- RECORDS SUPPLIED
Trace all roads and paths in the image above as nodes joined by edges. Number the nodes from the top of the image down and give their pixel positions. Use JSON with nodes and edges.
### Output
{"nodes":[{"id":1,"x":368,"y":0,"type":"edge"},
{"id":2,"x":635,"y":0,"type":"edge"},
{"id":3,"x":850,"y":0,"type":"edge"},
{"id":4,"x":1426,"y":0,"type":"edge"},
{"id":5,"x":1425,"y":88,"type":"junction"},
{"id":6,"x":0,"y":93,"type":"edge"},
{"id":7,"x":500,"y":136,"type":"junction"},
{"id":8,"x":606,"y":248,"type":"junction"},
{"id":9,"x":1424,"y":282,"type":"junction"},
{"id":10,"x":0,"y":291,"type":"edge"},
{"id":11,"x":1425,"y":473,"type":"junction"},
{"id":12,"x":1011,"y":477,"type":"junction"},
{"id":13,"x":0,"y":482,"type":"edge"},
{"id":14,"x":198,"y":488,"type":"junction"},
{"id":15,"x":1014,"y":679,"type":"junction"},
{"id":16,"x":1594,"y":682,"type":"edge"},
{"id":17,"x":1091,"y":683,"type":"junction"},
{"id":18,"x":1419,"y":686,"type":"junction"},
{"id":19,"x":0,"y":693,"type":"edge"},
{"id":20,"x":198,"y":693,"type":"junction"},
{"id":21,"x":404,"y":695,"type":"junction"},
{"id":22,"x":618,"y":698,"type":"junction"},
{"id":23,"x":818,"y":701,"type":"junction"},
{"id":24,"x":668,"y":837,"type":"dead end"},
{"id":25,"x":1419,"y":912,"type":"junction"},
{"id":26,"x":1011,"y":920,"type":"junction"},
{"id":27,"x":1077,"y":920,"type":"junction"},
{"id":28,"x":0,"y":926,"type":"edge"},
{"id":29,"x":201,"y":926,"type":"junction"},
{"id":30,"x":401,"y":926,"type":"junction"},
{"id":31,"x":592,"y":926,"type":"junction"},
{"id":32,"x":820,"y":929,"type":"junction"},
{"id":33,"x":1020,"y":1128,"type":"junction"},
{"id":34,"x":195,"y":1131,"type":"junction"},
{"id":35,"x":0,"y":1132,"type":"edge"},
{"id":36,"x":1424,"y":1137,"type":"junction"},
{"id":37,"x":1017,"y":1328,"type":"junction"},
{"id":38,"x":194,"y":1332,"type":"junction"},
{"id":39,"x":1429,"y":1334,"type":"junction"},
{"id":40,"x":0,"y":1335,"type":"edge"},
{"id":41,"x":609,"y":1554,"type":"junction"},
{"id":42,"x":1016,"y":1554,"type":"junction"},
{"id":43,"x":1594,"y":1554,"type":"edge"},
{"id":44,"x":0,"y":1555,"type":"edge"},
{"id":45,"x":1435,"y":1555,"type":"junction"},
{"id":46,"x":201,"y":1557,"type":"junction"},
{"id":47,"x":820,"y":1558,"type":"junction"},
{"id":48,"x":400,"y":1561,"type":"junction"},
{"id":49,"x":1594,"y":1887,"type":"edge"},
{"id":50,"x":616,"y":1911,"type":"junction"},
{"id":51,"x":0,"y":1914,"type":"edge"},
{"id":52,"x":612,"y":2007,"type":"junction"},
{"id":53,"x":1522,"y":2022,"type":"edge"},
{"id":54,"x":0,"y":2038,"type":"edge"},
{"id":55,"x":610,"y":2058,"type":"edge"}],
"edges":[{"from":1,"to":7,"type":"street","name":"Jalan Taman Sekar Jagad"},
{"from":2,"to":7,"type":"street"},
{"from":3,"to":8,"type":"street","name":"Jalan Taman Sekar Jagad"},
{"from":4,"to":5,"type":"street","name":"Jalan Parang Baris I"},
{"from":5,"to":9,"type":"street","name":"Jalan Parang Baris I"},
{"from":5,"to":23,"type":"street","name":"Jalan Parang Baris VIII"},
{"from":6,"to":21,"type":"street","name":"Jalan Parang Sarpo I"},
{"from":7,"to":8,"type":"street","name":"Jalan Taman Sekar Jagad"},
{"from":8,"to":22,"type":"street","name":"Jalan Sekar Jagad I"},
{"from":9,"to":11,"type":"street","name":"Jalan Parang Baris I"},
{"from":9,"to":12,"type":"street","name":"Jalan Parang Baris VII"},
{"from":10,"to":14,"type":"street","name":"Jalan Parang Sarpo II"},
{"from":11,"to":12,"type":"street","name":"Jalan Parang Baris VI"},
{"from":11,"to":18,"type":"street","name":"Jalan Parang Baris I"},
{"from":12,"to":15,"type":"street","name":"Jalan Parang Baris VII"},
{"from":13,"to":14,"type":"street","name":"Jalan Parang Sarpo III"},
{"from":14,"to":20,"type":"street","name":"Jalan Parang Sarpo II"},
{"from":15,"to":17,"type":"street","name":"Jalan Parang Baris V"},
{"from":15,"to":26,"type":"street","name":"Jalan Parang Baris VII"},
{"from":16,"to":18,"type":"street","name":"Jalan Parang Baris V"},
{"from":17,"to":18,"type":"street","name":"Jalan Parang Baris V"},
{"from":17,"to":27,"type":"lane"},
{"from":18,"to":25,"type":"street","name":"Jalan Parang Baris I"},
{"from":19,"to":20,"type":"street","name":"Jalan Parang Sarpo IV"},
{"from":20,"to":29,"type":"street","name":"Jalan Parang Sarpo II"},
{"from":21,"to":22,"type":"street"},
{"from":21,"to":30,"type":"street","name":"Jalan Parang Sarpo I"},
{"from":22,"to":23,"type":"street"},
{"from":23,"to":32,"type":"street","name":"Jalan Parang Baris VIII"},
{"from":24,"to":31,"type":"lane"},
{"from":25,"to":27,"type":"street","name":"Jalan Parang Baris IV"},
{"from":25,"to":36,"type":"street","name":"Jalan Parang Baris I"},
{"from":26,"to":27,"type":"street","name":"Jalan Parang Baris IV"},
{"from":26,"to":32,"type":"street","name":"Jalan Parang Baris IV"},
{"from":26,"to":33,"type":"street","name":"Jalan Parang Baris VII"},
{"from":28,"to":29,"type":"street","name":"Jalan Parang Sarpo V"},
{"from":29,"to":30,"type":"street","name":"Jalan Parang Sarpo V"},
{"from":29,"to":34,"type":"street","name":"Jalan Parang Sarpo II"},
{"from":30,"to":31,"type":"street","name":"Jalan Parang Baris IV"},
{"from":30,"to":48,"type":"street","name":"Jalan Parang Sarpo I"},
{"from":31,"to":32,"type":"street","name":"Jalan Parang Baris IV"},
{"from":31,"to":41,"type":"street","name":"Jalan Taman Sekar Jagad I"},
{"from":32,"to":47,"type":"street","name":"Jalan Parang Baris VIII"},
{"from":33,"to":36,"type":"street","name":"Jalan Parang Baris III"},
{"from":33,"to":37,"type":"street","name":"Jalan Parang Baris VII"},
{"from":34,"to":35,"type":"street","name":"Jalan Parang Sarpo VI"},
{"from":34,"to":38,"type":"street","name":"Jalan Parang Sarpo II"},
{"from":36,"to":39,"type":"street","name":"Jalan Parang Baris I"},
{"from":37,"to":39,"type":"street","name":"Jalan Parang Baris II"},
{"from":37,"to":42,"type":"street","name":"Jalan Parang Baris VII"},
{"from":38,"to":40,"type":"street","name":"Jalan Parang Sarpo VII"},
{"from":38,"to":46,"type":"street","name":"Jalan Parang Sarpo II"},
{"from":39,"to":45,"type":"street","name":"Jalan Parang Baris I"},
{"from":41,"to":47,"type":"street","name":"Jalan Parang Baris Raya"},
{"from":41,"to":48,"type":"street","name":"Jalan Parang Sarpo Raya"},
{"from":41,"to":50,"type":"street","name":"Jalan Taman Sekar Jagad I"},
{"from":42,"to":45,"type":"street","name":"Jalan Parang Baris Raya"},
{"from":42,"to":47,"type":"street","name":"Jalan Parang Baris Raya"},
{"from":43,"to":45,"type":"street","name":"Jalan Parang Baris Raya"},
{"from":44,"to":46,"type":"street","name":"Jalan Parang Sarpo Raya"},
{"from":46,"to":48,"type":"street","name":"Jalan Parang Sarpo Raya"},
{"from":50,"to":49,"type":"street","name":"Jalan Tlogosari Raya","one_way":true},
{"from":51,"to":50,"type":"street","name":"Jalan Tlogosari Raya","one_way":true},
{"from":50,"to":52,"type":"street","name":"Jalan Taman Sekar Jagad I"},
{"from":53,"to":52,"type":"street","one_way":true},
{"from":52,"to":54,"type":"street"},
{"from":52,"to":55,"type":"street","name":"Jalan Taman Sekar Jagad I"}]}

- WHAT TO DO
What belongs in the answer is each line from the listing above that contains "true".

- COMPLETED EXERCISE
{"from":50,"to":49,"type":"street","name":"Jalan Tlogosari Raya","one_way":true},
{"from":51,"to":50,"type":"street","name":"Jalan Tlogosari Raya","one_way":true},
{"from":53,"to":52,"type":"street","one_way":true},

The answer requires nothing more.